Provided entries: Begin

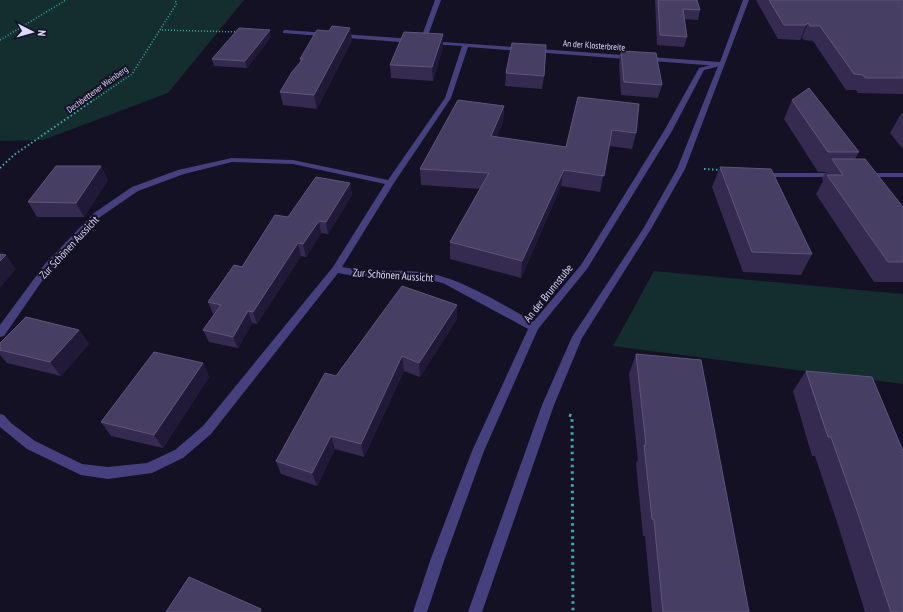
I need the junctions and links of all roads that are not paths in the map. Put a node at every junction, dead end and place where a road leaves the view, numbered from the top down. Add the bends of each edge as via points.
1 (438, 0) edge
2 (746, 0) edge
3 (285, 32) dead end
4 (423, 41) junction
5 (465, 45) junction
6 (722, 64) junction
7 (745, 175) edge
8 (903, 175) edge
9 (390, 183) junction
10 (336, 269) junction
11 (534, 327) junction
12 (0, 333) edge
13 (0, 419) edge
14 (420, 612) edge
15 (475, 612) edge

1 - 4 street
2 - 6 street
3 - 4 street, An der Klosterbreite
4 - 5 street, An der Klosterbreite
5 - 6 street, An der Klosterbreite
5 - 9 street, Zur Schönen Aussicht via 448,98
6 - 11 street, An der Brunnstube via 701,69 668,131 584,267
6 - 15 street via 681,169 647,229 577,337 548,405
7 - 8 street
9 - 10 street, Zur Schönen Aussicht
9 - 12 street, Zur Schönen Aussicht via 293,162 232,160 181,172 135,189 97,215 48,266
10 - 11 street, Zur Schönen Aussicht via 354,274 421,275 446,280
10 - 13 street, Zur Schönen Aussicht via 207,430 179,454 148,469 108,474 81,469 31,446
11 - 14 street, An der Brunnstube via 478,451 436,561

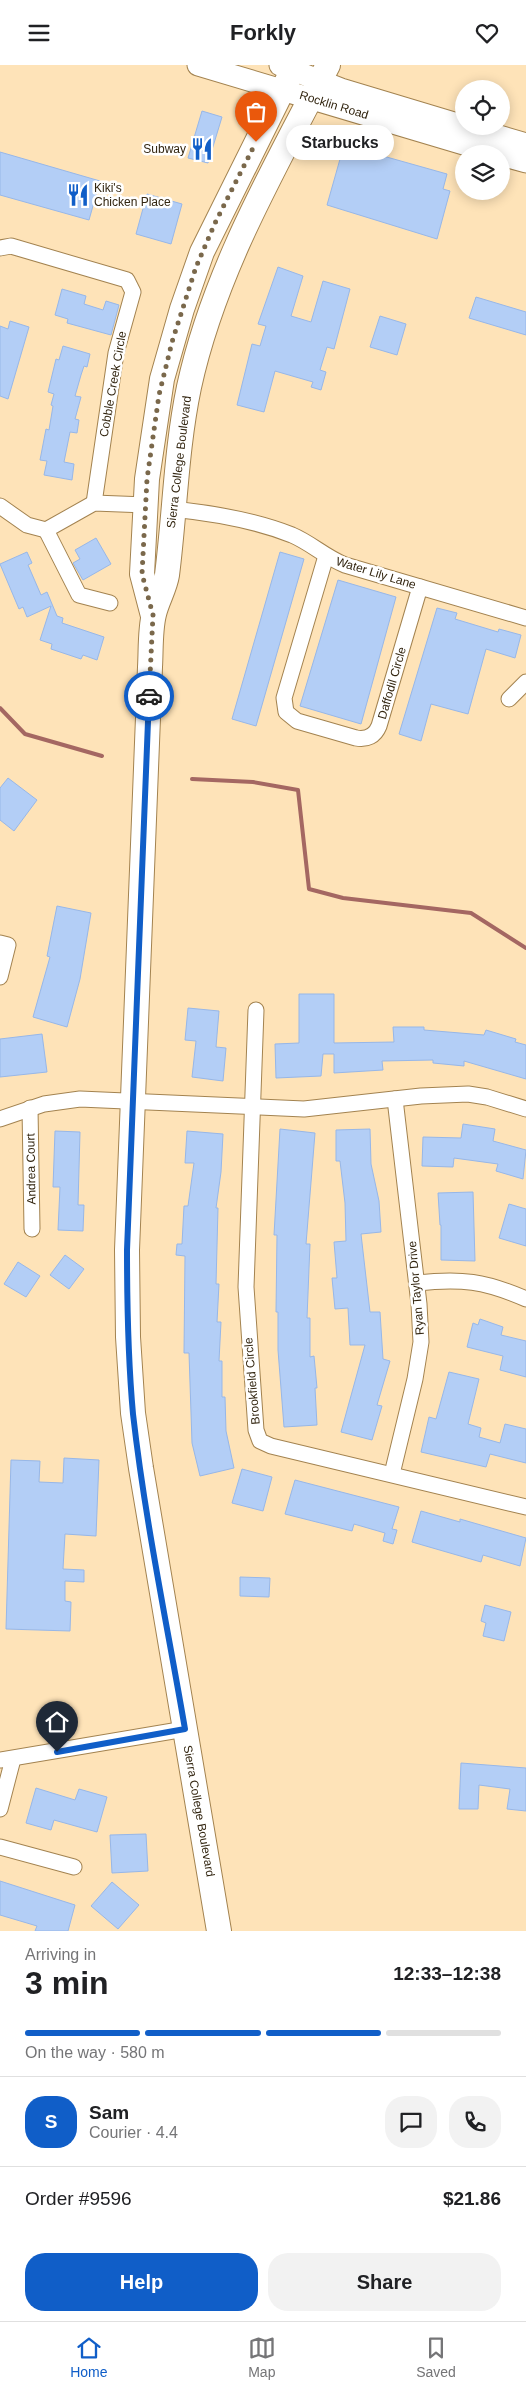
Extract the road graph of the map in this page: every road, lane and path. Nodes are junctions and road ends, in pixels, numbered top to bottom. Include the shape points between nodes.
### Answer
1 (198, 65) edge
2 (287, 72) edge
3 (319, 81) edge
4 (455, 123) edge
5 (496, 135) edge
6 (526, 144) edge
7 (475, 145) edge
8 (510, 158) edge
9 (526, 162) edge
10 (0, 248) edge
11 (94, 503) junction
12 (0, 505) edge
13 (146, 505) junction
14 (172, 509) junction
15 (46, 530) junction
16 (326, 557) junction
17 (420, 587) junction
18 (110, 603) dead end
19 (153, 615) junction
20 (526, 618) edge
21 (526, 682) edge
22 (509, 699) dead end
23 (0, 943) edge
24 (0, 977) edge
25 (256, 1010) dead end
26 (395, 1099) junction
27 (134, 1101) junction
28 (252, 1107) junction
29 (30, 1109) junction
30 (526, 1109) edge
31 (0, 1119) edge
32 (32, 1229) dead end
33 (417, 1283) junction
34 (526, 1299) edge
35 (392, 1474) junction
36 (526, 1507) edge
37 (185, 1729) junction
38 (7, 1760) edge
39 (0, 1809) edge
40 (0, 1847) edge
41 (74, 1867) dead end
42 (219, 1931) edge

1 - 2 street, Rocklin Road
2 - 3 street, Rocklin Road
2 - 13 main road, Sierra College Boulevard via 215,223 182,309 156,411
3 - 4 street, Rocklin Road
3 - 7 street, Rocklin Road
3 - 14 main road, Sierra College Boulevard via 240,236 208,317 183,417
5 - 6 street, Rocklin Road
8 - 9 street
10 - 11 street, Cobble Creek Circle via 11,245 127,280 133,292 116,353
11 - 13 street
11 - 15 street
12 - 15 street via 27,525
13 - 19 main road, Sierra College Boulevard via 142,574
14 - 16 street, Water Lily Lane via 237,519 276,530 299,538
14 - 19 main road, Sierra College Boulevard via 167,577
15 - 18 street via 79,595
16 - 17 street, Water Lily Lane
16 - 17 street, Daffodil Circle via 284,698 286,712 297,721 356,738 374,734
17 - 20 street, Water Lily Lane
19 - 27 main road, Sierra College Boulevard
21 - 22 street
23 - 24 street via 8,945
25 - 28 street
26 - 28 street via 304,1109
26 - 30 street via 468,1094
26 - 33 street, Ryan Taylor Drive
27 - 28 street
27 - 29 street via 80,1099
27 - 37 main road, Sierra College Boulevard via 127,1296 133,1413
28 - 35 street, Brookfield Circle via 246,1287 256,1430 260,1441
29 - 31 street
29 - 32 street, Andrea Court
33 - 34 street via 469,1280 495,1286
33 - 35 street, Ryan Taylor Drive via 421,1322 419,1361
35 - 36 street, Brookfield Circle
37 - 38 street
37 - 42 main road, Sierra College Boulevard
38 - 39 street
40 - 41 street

Provided entries: End

**Task directions**
Take every line from the data that includes the word "Taylor".

**Answer box**
26 - 33 street, Ryan Taylor Drive
33 - 35 street, Ryan Taylor Drive via 421,1322 419,1361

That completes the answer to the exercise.